## What the task requires
Whenever "dead" appears in a line of the entries below, that line counts; give the total only.

## Material to process
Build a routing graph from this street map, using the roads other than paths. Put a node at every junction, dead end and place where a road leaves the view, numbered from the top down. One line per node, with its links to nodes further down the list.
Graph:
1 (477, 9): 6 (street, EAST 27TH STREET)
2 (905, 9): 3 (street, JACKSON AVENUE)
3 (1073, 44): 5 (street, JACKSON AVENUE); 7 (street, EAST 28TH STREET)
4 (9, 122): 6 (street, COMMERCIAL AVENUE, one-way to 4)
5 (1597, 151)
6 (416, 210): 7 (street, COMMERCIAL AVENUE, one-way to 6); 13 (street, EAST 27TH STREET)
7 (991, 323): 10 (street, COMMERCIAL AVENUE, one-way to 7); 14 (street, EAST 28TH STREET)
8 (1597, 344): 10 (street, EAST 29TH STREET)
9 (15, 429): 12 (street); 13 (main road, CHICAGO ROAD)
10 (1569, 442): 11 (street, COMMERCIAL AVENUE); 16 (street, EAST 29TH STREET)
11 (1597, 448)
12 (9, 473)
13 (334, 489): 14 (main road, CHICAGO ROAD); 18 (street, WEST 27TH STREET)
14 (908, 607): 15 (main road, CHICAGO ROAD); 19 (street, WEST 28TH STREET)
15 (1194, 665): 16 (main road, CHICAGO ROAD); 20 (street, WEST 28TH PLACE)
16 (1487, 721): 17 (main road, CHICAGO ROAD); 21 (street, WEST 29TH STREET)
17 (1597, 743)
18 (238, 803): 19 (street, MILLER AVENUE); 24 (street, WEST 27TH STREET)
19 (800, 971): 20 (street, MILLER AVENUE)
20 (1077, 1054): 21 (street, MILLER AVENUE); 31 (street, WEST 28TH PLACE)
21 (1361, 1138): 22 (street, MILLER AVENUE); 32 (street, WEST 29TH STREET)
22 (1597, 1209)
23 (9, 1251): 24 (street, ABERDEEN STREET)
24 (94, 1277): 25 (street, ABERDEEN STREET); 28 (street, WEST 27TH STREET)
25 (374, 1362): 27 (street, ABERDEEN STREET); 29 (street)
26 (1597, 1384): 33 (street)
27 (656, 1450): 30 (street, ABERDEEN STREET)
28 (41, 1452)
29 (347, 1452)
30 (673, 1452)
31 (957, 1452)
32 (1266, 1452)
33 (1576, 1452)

...

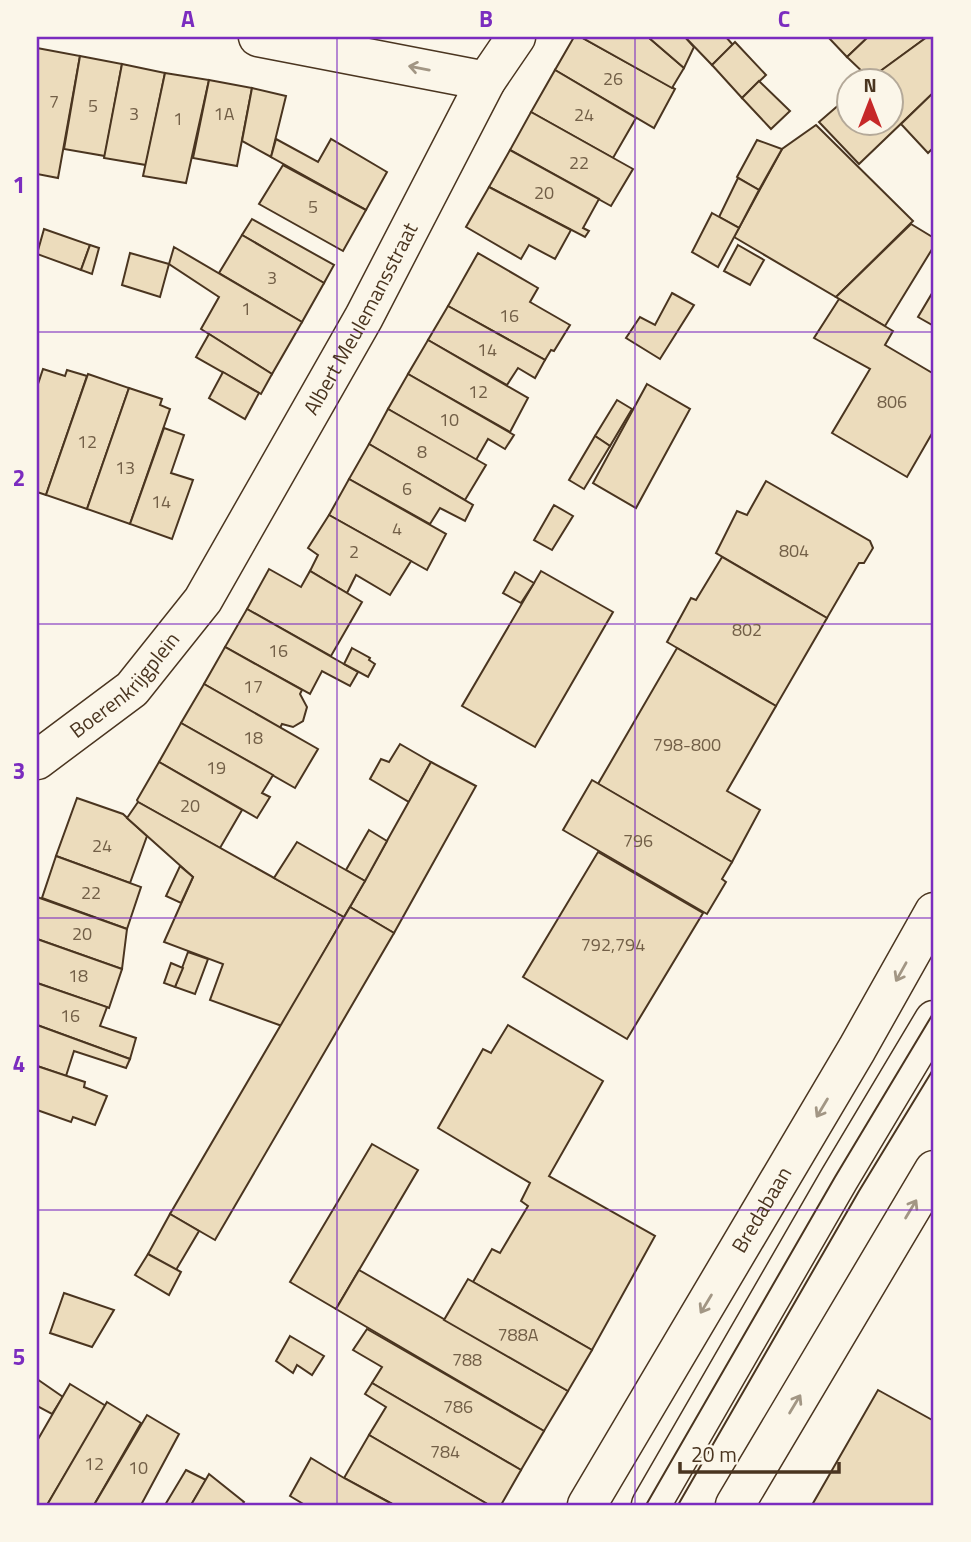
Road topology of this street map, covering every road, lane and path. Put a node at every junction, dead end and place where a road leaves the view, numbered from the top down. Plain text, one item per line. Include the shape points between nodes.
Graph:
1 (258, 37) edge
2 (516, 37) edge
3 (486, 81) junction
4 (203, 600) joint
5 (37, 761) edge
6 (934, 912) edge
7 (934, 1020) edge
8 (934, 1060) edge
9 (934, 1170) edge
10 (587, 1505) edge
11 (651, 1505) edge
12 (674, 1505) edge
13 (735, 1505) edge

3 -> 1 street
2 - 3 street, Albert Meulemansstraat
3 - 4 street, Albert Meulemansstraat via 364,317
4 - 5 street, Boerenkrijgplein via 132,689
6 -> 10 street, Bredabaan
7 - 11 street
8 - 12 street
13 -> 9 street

## Solution to the exercise
2